Deconstruction of vertebrate topographic macroarchitecture and subsystems microarchitecture organization (Fig. 4B). (A) Gross anatomy level distinguishes CNS (yellow) and PNS (pink) divisions with spinal cord (SP), and nerves (n) and ganglia (G), respectively. (B) Histology level distinguishes regions (gray) and tracts (white). (C) Connection level describes cell-level synaptic interactions between different regions (macroconnections), neuron types (mesoconnections), or individual neurons (microconnections, here), including route information. The simplest mammalian spinal reflex (monosynaptic myotatic) is illustrated; arrows indicate information flow. (D) Wiring diagram level shows connections at abstract level of neuron types and parts, and routes.
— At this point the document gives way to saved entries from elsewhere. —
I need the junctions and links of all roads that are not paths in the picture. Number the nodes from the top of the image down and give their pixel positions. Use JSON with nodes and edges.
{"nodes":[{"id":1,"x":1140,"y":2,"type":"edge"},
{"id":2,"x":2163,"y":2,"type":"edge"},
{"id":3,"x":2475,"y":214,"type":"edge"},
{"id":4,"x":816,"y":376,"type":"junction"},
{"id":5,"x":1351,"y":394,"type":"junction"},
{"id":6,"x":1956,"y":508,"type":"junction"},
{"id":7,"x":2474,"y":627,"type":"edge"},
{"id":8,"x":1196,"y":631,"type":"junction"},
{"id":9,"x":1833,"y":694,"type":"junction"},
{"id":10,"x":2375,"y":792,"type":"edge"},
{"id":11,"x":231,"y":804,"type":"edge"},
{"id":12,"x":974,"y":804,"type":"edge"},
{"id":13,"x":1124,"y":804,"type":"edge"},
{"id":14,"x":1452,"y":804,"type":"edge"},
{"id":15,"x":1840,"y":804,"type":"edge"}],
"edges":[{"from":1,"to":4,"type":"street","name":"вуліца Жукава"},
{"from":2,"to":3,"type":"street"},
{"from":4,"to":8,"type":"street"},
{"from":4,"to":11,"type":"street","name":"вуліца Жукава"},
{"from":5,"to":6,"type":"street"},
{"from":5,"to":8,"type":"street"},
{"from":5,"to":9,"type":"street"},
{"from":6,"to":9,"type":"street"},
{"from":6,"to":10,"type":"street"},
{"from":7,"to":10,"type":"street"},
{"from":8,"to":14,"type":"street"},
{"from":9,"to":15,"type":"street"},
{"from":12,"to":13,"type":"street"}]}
Connectomes and basic plans are further abstractions. C, central canal; CGS, spinal central gray; df, dorsal funiculus; dh, dorsal horn; dl, dorsolateral fascicle; dms, dorsal median septum; drt, dorsal root; G, ganglion; gcb, gray communicating branch; Gs, sympathetic ganglion; IH, intermediate horn; lf, lateral funiculus; n, nerve; S, sympathetic trunk; SNG, spinal nerve ganglion; SP, spinal cord; spd, spinal nerve dorsal branch; spn, splanchnic nerve; spt, spinal nerve trunk; spve, spinal nerve ventral branch; vf, ventral funiculus; VH, ventral horn; vmf, ventral median fissure; vrt, ventral root; wcb, white communicating branch. 1, dendrite of 2; 2, pseudopolar spinal nerve ganglion cell body (green); 3, axon of 2; 4, bifurcation branch of 3; 5, axon collateral of 4; 6, collateral of 5 to dorsal nucleus; 7, collateral of 5 to VH inhibitory interneurons; 8, axon terminals of 5 on 9; 9, α-motoneuron innervating extensor muscle (red); 10, axon of 9; 11, local axon collateral of 10.

Fig. 6.

Key neuron parts to describe connections with an example of monosynaptic sensory-motor reflex (Fig. 5). (A) Bipolar sensory neuron (green) and multipolar motoneuron (red) parts shown with information flow direction indicated (arrows). Fig. S4 has other configurations. See thesaurus (SI Text) for part definitions. (B) Wiring diagram schematizing connections in A. Two nodes (N₁, N₂) are shown and could represent regions (macroconnections), neuron types (mesoconnections), or individual neurons, as in A (microconnections).

Fig. 7.

Concepts for describing connections. (A) Basic terms for describing axonal connections. (B) Difference between macroconnections, where regions (R) are black boxes, and meso- and microconnections, where specific connections are made between neuron types (T) and individual neurons, respectively, within regions. A simple self-evident notation for describing relationships in A and B is given. (C) A hypothetical network of four nodes (N_1–4), a stimulus (S₁), and an effector (E₁); note closed chain (circuit) between N₂ and N₄.